昔はシナモンとニッキは多少違うものだったが、今は両方ともシナニッケイから作られる同じもの!
実は、お馴染みの
ゲッケイジュ
や
アボカド
もシナモンと同じクスノキ科の仲間だったのです。その
クスノキ科の樹木の特徴といえば、強い香りがする
こと。そこで目がテンが、
変わりだねシナモン作りに挑戦
しました。
作ったのは、学名にもシナモンが入っている
クスノキ
、料理によく使われているローレルなどでお馴染みの
ゲッケイジュ
、高級爪楊枝の材料になる
クロモジ
、そして森のバターこと
アボカド
の4種類。
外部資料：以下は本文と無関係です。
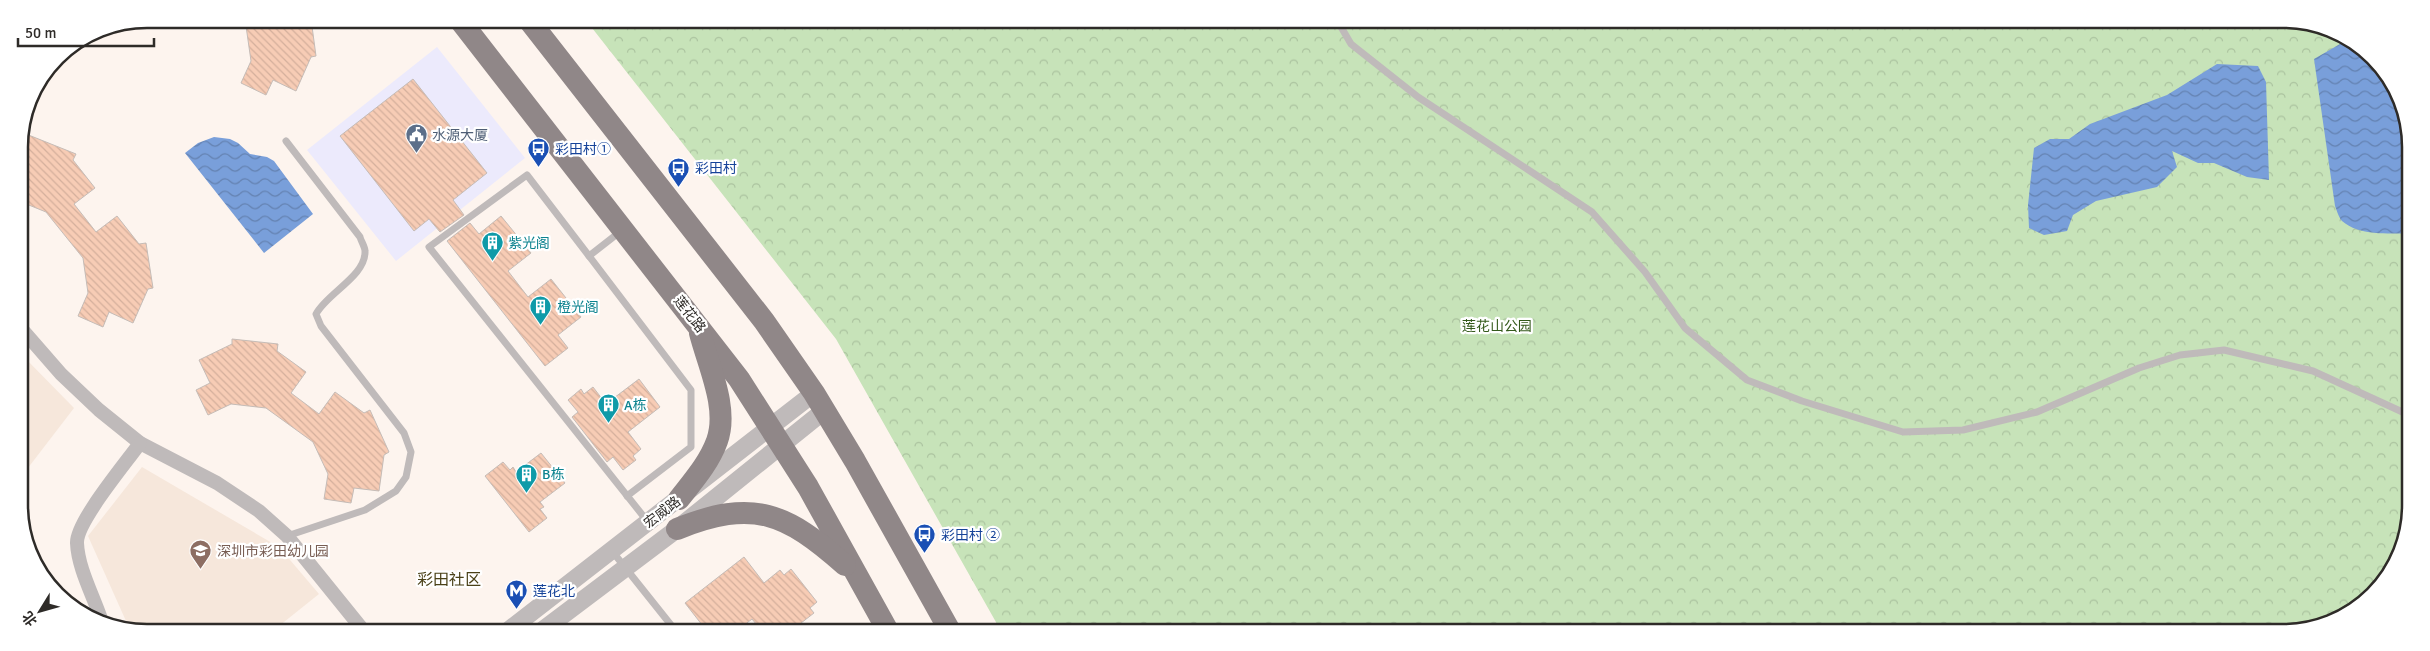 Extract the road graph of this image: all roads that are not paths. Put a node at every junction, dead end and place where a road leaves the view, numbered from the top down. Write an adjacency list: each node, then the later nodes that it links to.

ところがスタジオで所さんが匂いをかいだところ、どれも割ったり揉んだりしないと
あまり香りがしない
というのです。出来上がった直後は香りがしていたのに、なぜでしょう?
実はそれぞれ香りの成分は違うのですが、どれも
揮発しやすいため乾燥させている間に香りが飛んでしまった
のです。しかし
シナモンの香り成分は揮発しにくいために香りが長持ちします
。それがシナモンスティックに利用されてきた理由の1つだったのです。
私たちが大好きなシナモン。しかし
動物や虫たちはどうなのでしょう?
そこで「目がテン!」恒例動物試食実験。ゾウやサル、シカ等にシナモンをまぶしたエサを与えてみました。すると結果は、かろうじて
ゾウはシナモン付きのリンゴを食べたものの、ウサギやライオンなど他の動物は大好物のエサを食べませんでした
。さらにアリに、普通のハチミツとシナモン入りのハチミツを与えてみると、なんと普通のハチミツの方にだけアリは集まって、
シナモン付のハチミツには全く寄って来なかった
のです。
その理由は、専門家によるとシナモンの香りに含まれる
シナムアルデヒドという成分の防虫効果
のせいと考えられるようです。
そこで防虫効果といえば衣類と考えた目がテンスタッフは、ウールの切れ端と衣類が好きなコイガの幼虫20匹を準備し、そこにシナモンスティック、
タンスの防虫剤に使われている樟脳(しょうのう)
をそれぞれ入れて3日間観察してみました。
すると切れ端と虫だけが入っている容器の切れ端はたくさん虫に食べられており、樟脳入りの容器の切れ端も少し食べられていました。ところが
シナモンスティック入りの容器の切れ端は、全く虫が食っていなかった
のです。そのくらいシナモンの防虫効果は強かったのです。
しかしシナモンの防虫効果は長もちしないので、普段は効果の長持ちする樟脳を使った方が良いようです。
植物にとってあのシナモンの香りは、防虫効果だった!
こまめに取り替えればタンスの防虫剤よりも強力かも!?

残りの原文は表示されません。